[Dataset entries]
[Start of section]
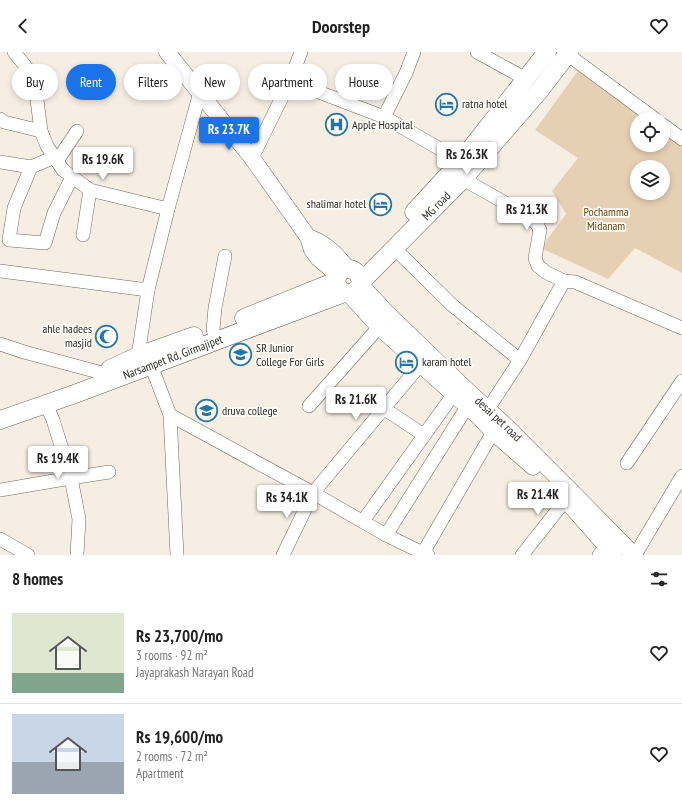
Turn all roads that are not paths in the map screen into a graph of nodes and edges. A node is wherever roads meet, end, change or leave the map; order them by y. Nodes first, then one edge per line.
1 (14, 52) edge
2 (167, 52) edge
3 (301, 52) edge
4 (414, 52) edge
5 (477, 52) edge
6 (547, 52) edge
7 (568, 53) edge
8 (296, 64) edge
9 (526, 79) junction
10 (190, 80) edge
11 (327, 95) edge
12 (198, 100) edge
13 (206, 100) edge
14 (281, 100) edge
15 (646, 112) edge
16 (384, 117) junction
17 (0, 119) edge
18 (670, 130) edge
19 (41, 131) junction
20 (76, 131) dead end
21 (682, 139) edge
22 (252, 158) junction
23 (56, 159) junction
24 (460, 161) junction
25 (0, 162) edge
26 (31, 167) junction
27 (72, 177) junction
28 (463, 179) junction
29 (90, 190) junction
30 (168, 209) junction
31 (83, 235) dead end
32 (395, 249) junction
33 (225, 256) dead end
34 (0, 271) edge
35 (349, 281) junction
36 (564, 281) junction
37 (148, 290) junction
38 (379, 327) junction
39 (682, 328) edge
40 (213, 330) junction
41 (0, 344) edge
42 (520, 360) junction
43 (145, 361) junction
44 (420, 365) junction
45 (102, 373) junction
46 (682, 381) edge
47 (453, 395) junction
48 (46, 404) junction
49 (309, 406) dead end
50 (383, 408) junction
51 (467, 408) junction
52 (0, 409) edge
53 (488, 409) junction
54 (170, 415) junction
55 (0, 420) edge
56 (493, 432) junction
57 (627, 463) dead end
58 (109, 472) dead end
59 (682, 476) edge
60 (71, 478) junction
61 (0, 490) edge
62 (313, 493) junction
63 (569, 496) junction
64 (363, 521) junction
65 (386, 535) junction
66 (0, 539) edge
67 (606, 552) edge
68 (425, 554) edge
69 (28, 555) edge
70 (77, 555) edge
71 (177, 555) edge
72 (283, 555) edge
73 (522, 555) edge
74 (635, 555) edge

1 - 19 street
2 - 10 street
3 - 8 street
4 - 16 street
5 - 9 street
6 - 9 main road, MG road
7 - 15 street
7 - 28 main road, MG road
9 - 24 main road, MG road
11 - 16 street
12 - 30 street
13 - 22 street
14 - 22 street
16 - 24 street
17 - 19 street
18 - 21 street
19 - 23 street
20 - 23 street
22 - 35 street
23 - 26 street
23 - 27 street
24 - 35 main road, MG road
25 - 26 street
26 - 27 street
27 - 29 street
28 - 32 main road, MG road
28 - 36 street
29 - 30 street
29 - 31 street
30 - 37 street
32 - 35 main road, MG road
32 - 42 street
33 - 40 street
34 - 37 street
35 - 38 street, desai pet road
35 - 40 main road, Narsampet Rd, Girmajipet
35 - 43 main road, Narsampet Rd, Girmajipet
35 - 53 street, desai pet road
36 - 39 street
36 - 42 street
37 - 43 street
38 - 44 street, desai pet road
38 - 49 street
40 - 43 main road, Narsampet Rd, Girmajipet
41 - 45 street
42 - 53 street
43 - 45 main road, Narsampet Rd, Girmajipet
43 - 48 main road, Narsampet Rd, Girmajipet
43 - 54 street
44 - 47 street, desai pet road
44 - 50 street
45 - 52 main road, Narsampet Rd, Girmajipet
46 - 57 street
47 - 50 street
47 - 51 street, desai pet road
47 - 64 street
48 - 55 main road, Narsampet Rd, Girmajipet
48 - 60 street
50 - 62 street
51 - 56 street, desai pet road
51 - 65 street
53 - 63 street, desai pet road
54 - 62 street
54 - 71 street
56 - 63 street, desai pet road
56 - 68 street
58 - 60 street
59 - 74 street
60 - 61 street
60 - 70 street
62 - 64 street
62 - 72 street
63 - 67 street, desai pet road
63 - 73 street
63 - 74 street, desai pet road
64 - 65 street
65 - 68 street
66 - 69 street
[End of section]
When copying the records above, please match them exactly but leave out all pictures.

### [Answer section]
Turn all roads that are not paths in the map screen into a graph of nodes and edges. A node is wherever roads meet, end, change or leave the map; order them by y. Nodes first, then one edge per line.
1 (14, 52) edge
2 (167, 52) edge
3 (301, 52) edge
4 (414, 52) edge
5 (477, 52) edge
6 (547, 52) edge
7 (568, 53) edge
8 (296, 64) edge
9 (526, 79) junction
10 (190, 80) edge
11 (327, 95) edge
12 (198, 100) edge
13 (206, 100) edge
14 (281, 100) edge
15 (646, 112) edge
16 (384, 117) junction
17 (0, 119) edge
18 (670, 130) edge
19 (41, 131) junction
20 (76, 131) dead end
21 (682, 139) edge
22 (252, 158) junction
23 (56, 159) junction
24 (460, 161) junction
25 (0, 162) edge
26 (31, 167) junction
27 (72, 177) junction
28 (463, 179) junction
29 (90, 190) junction
30 (168, 209) junction
31 (83, 235) dead end
32 (395, 249) junction
33 (225, 256) dead end
34 (0, 271) edge
35 (349, 281) junction
36 (564, 281) junction
37 (148, 290) junction
38 (379, 327) junction
39 (682, 328) edge
40 (213, 330) junction
41 (0, 344) edge
42 (520, 360) junction
43 (145, 361) junction
44 (420, 365) junction
45 (102, 373) junction
46 (682, 381) edge
47 (453, 395) junction
48 (46, 404) junction
49 (309, 406) dead end
50 (383, 408) junction
51 (467, 408) junction
52 (0, 409) edge
53 (488, 409) junction
54 (170, 415) junction
55 (0, 420) edge
56 (493, 432) junction
57 (627, 463) dead end
58 (109, 472) dead end
59 (682, 476) edge
60 (71, 478) junction
61 (0, 490) edge
62 (313, 493) junction
63 (569, 496) junction
64 (363, 521) junction
65 (386, 535) junction
66 (0, 539) edge
67 (606, 552) edge
68 (425, 554) edge
69 (28, 555) edge
70 (77, 555) edge
71 (177, 555) edge
72 (283, 555) edge
73 (522, 555) edge
74 (635, 555) edge

1 - 19 street
2 - 10 street
3 - 8 street
4 - 16 street
5 - 9 street
6 - 9 main road, MG road
7 - 15 street
7 - 28 main road, MG road
9 - 24 main road, MG road
11 - 16 street
12 - 30 street
13 - 22 street
14 - 22 street
16 - 24 street
17 - 19 street
18 - 21 street
19 - 23 street
20 - 23 street
22 - 35 street
23 - 26 street
23 - 27 street
24 - 35 main road, MG road
25 - 26 street
26 - 27 street
27 - 29 street
28 - 32 main road, MG road
28 - 36 street
29 - 30 street
29 - 31 street
30 - 37 street
32 - 35 main road, MG road
32 - 42 street
33 - 40 street
34 - 37 street
35 - 38 street, desai pet road
35 - 40 main road, Narsampet Rd, Girmajipet
35 - 43 main road, Narsampet Rd, Girmajipet
35 - 53 street, desai pet road
36 - 39 street
36 - 42 street
37 - 43 street
38 - 44 street, desai pet road
38 - 49 street
40 - 43 main road, Narsampet Rd, Girmajipet
41 - 45 street
42 - 53 street
43 - 45 main road, Narsampet Rd, Girmajipet
43 - 48 main road, Narsampet Rd, Girmajipet
43 - 54 street
44 - 47 street, desai pet road
44 - 50 street
45 - 52 main road, Narsampet Rd, Girmajipet
46 - 57 street
47 - 50 street
47 - 51 street, desai pet road
47 - 64 street
48 - 55 main road, Narsampet Rd, Girmajipet
48 - 60 street
50 - 62 street
51 - 56 street, desai pet road
51 - 65 street
53 - 63 street, desai pet road
54 - 62 street
54 - 71 street
56 - 63 street, desai pet road
56 - 68 street
58 - 60 street
59 - 74 street
60 - 61 street
60 - 70 street
62 - 64 street
62 - 72 street
63 - 67 street, desai pet road
63 - 73 street
63 - 74 street, desai pet road
64 - 65 street
65 - 68 street
66 - 69 street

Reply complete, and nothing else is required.